We are not proclaiming a resuscitated Jesus. We proclaim a risen Christ. The mystery of Resurrection that we proclaim this day is not about mere resuscitation. As Pope Benedict wrote some years ago,
Jesus’ Resurrection was about breaking out into an entirely new form of life, into a life that is no longer subject to the law of dying and becoming, but lives beyond it ‑ a life that opens up a new dimension of human existence . . . In Jesus’ Resurrection a new possibility of human existence is attained that affects everyone and that opens up a future, a new kind of future, for [us].”[1]
This means then, in the words of Pope Francis, that
Christ’s resurrection is not an event of the past; it contains a vital power [which permeates the] world. Where all seems to be dead, signs of the resurrection suddenly spring up. It is an irresistible force. . . . On razed land life breaks through, stubbornly yet invincibly. However dark things are, goodness always re-emerges and spreads. Each day in our world beauty is born anew, it rises transformed through the storms of history. Values always tend to reappear under new guises, and human beings have arisen time after time from situations that seemed doomed. Such is the power of the resurrection . . . .[2]

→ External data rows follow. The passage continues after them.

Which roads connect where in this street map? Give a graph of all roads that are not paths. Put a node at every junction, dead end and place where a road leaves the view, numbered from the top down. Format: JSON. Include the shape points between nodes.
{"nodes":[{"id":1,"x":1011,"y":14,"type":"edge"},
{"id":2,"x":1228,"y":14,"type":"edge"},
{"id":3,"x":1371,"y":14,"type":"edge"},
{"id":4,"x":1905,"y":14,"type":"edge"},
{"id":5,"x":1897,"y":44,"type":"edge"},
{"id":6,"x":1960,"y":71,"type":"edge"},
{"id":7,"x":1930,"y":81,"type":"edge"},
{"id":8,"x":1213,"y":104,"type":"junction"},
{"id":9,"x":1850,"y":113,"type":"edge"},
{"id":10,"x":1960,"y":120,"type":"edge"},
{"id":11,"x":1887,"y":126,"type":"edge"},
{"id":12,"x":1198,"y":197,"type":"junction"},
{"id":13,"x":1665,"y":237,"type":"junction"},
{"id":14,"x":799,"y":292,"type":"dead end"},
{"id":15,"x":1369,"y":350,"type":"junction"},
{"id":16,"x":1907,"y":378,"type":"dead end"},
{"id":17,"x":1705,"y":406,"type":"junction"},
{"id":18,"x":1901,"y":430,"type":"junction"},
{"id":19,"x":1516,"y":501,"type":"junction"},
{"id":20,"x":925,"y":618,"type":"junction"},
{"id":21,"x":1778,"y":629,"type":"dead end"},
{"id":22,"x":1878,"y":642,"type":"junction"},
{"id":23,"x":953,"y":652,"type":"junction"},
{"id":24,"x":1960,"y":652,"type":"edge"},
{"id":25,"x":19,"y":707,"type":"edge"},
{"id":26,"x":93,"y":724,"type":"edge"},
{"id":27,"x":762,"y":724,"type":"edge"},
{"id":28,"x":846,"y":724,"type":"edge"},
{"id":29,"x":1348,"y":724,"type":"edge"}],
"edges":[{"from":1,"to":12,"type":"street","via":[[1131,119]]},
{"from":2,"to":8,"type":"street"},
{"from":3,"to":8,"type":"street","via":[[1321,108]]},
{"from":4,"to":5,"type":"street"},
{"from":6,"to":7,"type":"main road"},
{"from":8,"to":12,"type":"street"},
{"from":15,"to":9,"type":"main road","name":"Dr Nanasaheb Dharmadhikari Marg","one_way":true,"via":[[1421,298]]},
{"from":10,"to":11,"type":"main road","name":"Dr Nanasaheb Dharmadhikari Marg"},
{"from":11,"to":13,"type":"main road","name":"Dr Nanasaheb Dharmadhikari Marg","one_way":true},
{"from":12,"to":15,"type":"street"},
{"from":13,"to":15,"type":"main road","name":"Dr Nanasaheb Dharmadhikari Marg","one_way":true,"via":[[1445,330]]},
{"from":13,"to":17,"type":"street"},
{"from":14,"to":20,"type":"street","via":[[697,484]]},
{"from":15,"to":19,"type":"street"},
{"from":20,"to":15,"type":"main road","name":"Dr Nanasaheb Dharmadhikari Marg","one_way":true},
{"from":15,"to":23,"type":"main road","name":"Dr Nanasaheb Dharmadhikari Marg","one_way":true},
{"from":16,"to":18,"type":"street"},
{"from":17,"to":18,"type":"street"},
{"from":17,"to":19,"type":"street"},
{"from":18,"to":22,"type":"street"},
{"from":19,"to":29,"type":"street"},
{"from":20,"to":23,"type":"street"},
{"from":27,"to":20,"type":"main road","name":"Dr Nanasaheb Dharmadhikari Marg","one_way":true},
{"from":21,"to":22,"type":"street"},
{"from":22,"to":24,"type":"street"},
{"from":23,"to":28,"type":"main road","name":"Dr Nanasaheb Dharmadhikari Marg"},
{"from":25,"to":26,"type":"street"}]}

It is the power to turn all our sunsets into dawns. We are people of the dawn. The Resurrection rouses us from the sloth of slumber into the freshness of wakefulness. Resurrection life, then, is about living our lives as people who are awake. “I have never yet met a person who was fully awake,” wrote the American philosopher, Henry Thoreau, “how could I have looked them in the face?”[3] “And so, as he went on to write,
We must learn to reawaken and keep ourselves awake, not by mechanical aids, but by an infinite expectation of the dawn, which does not forsake us even in our soundest sleep. \
We never live quite fully awake but the Risen Christ whose life bursts forth at dawn leads us into greater and greater wakefulness in life and stirs us to create our life and our world anew. No matter the past, we can keep stretching out into new horizons, “stretching out to what is ahead, [always with] a readiness for a fresh start.”[4]
This is the joy of this Easter morning. For, yes, Christ our Lord has turned our sunsets into dawns.
[1] Josef Ratzinger, Jesus of Nazareth, 244.
[2] Pope Francis, Evangelii Gaudium. The Joy of the Gospel. Apostolic Exhortation on the Proclamation of the Gospel in Today’s World (24 November 2013), 276.
[3] Henry Thoreau, Walden, (Signet Classics, 1960), 65-66
[4] Moltmann, In the End – The Beginning, 87.